◆ **Aim of the exercise**: Your copy should match the listing word for word, apart from the pictures, which are left out.

◆ **Data section**:
┌──

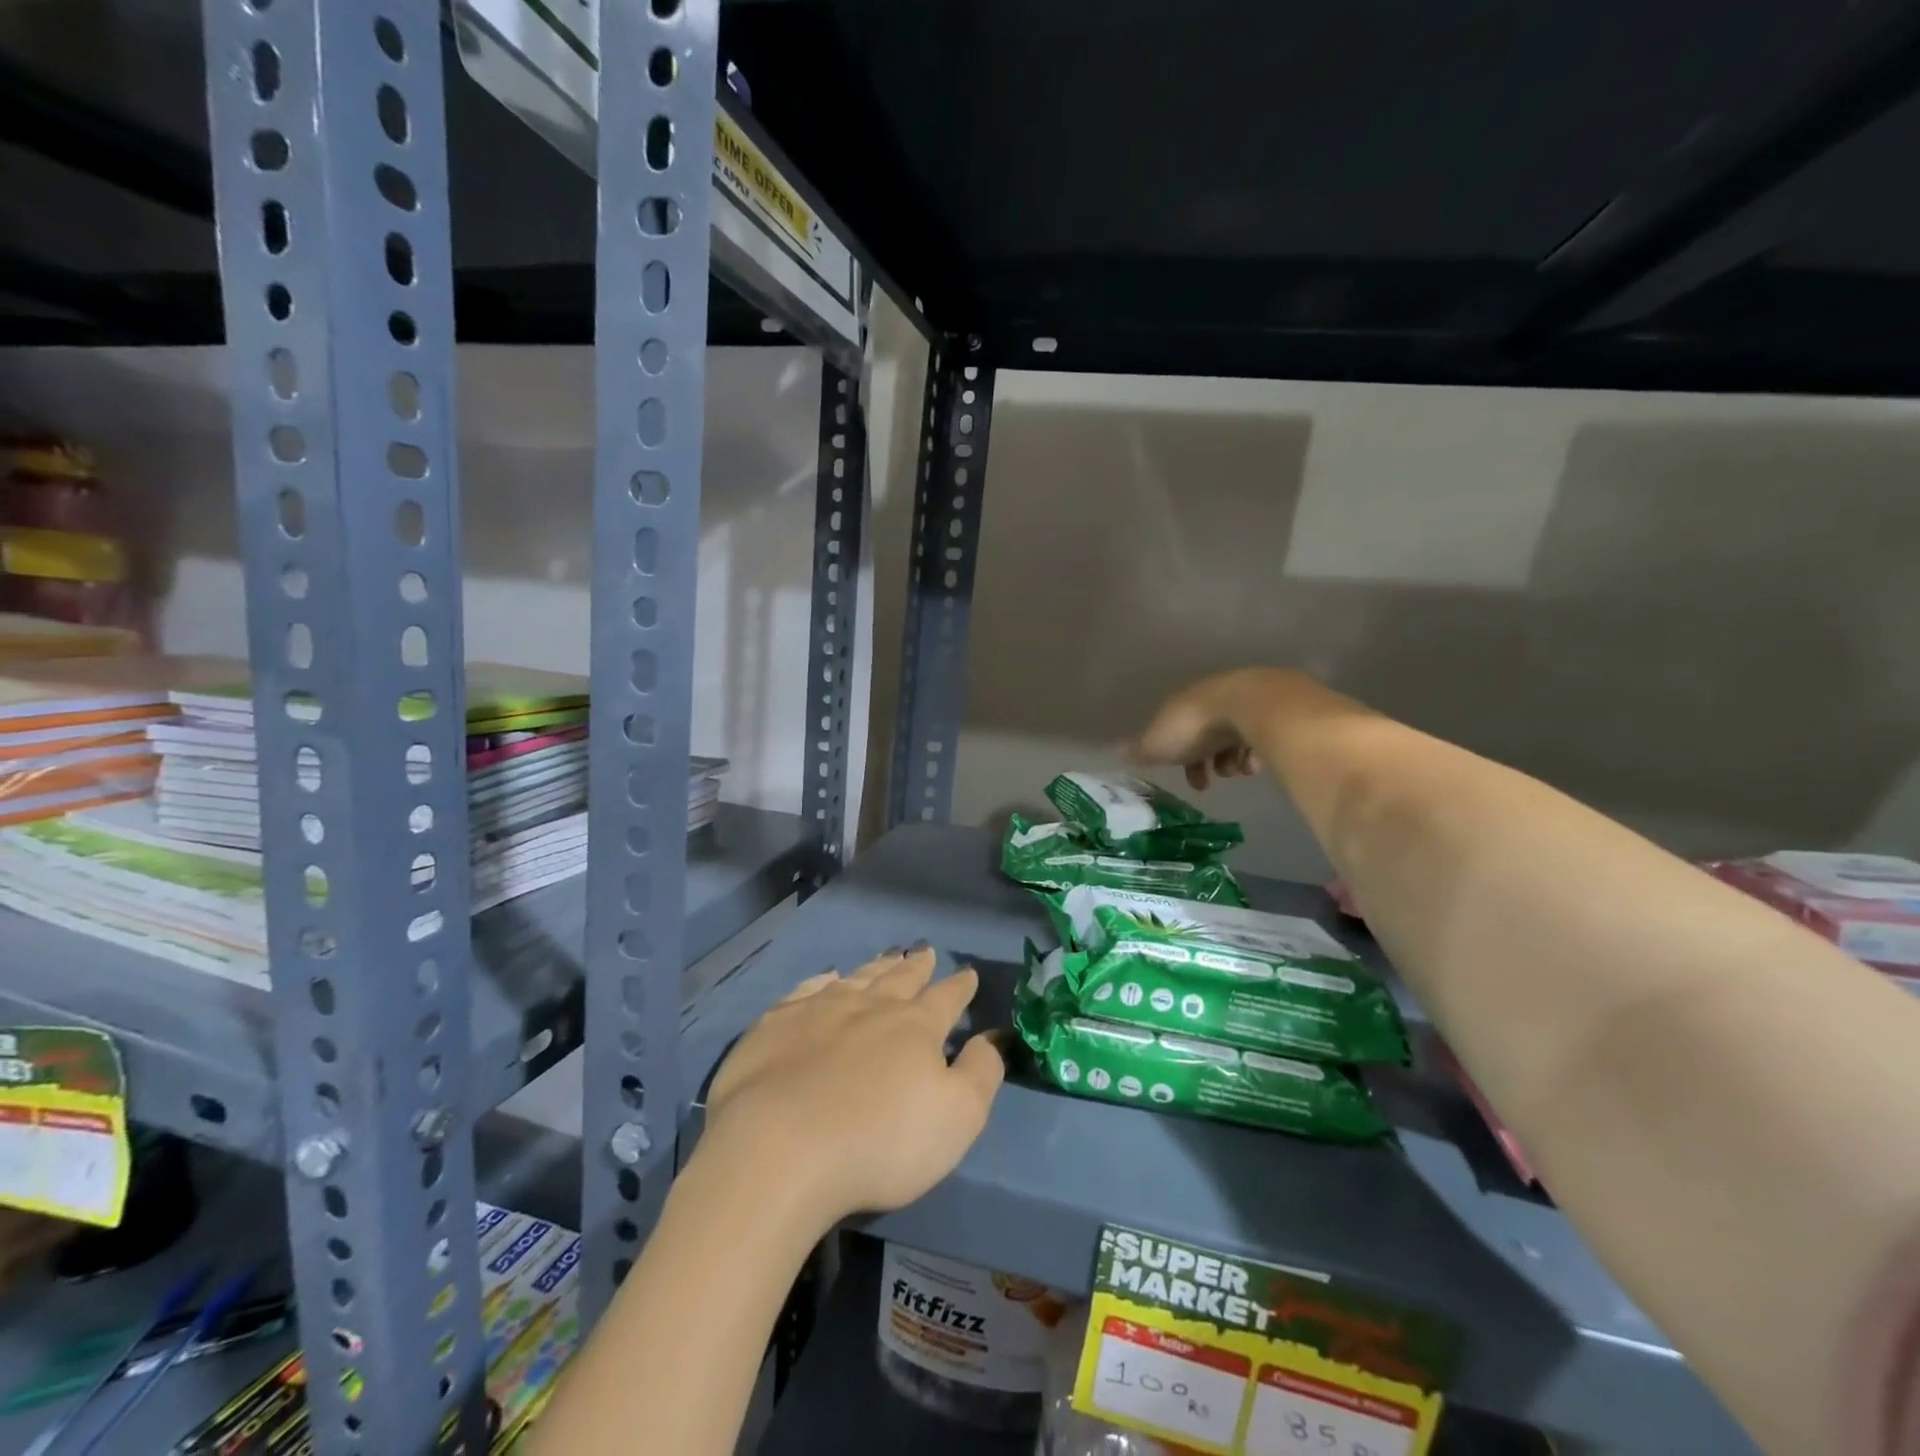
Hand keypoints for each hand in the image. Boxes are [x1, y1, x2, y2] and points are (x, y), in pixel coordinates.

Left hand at [702, 946, 1002, 1227]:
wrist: (780, 1150)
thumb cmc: (880, 1141)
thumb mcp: (957, 1118)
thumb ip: (981, 1073)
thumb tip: (994, 1036)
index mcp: (915, 1027)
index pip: (946, 999)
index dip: (960, 987)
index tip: (968, 973)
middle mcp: (870, 1007)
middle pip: (899, 979)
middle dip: (917, 965)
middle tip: (925, 950)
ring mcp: (819, 1011)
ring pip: (856, 978)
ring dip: (876, 967)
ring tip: (887, 956)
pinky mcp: (775, 1025)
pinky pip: (806, 991)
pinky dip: (821, 981)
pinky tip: (825, 978)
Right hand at [1133, 667, 1295, 790]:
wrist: (1248, 705)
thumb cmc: (1194, 726)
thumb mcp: (1157, 743)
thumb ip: (1138, 750)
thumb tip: (1113, 753)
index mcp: (1181, 705)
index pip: (1176, 730)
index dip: (1178, 757)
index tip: (1189, 781)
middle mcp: (1210, 699)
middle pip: (1207, 735)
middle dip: (1208, 761)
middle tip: (1211, 782)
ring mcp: (1242, 702)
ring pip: (1235, 737)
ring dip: (1232, 760)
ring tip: (1237, 772)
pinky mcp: (1271, 709)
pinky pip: (1261, 735)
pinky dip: (1255, 753)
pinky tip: (1254, 763)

└──

◆ **Solution**:
Hand keypoints for each hand in the image. Boxes are [x1, y1, x2, y2] and points are (x, y), in pixel coordinates.

Left hand at [702, 946, 1002, 1227]:
wrist: (780, 1150)
thumb cmc: (880, 1141)
thumb mcp: (957, 1118)
thumb ip: (981, 1073)
thumb tip: (994, 1036)
index mcp: (915, 1027)
index pip: (946, 999)
index dip: (960, 987)
index tip: (968, 973)
middle mcp: (870, 1007)
middle pip: (899, 979)
middle dip: (917, 965)
middle tip: (925, 950)
ring mcp: (819, 1011)
ring pip: (856, 978)
ring dip: (876, 967)
ring tip: (887, 956)
pinky mcp: (775, 1025)
pinky pip: (806, 991)
pinky dip: (821, 981)
pinky tip: (825, 978)
Right hand at [1133, 667, 1295, 790]:
wrist: (1248, 705)
thumb cmc: (1194, 726)
thumb mcp: (1157, 743)
thumb ip: (1138, 750)
thumb tip: (1113, 753)
index mcp: (1181, 705)
index pip: (1176, 730)
index dip: (1178, 757)
index tip: (1189, 781)
middle mcp: (1210, 699)
middle pip: (1207, 735)
middle dip: (1208, 761)
middle tip: (1211, 782)
ring mcp: (1242, 702)
ring pip: (1235, 737)
ring dip: (1232, 760)
ring tip: (1237, 772)
pinky mcp: (1271, 709)
pinky pip: (1261, 735)
pinky dip: (1255, 753)
pinky tip: (1254, 763)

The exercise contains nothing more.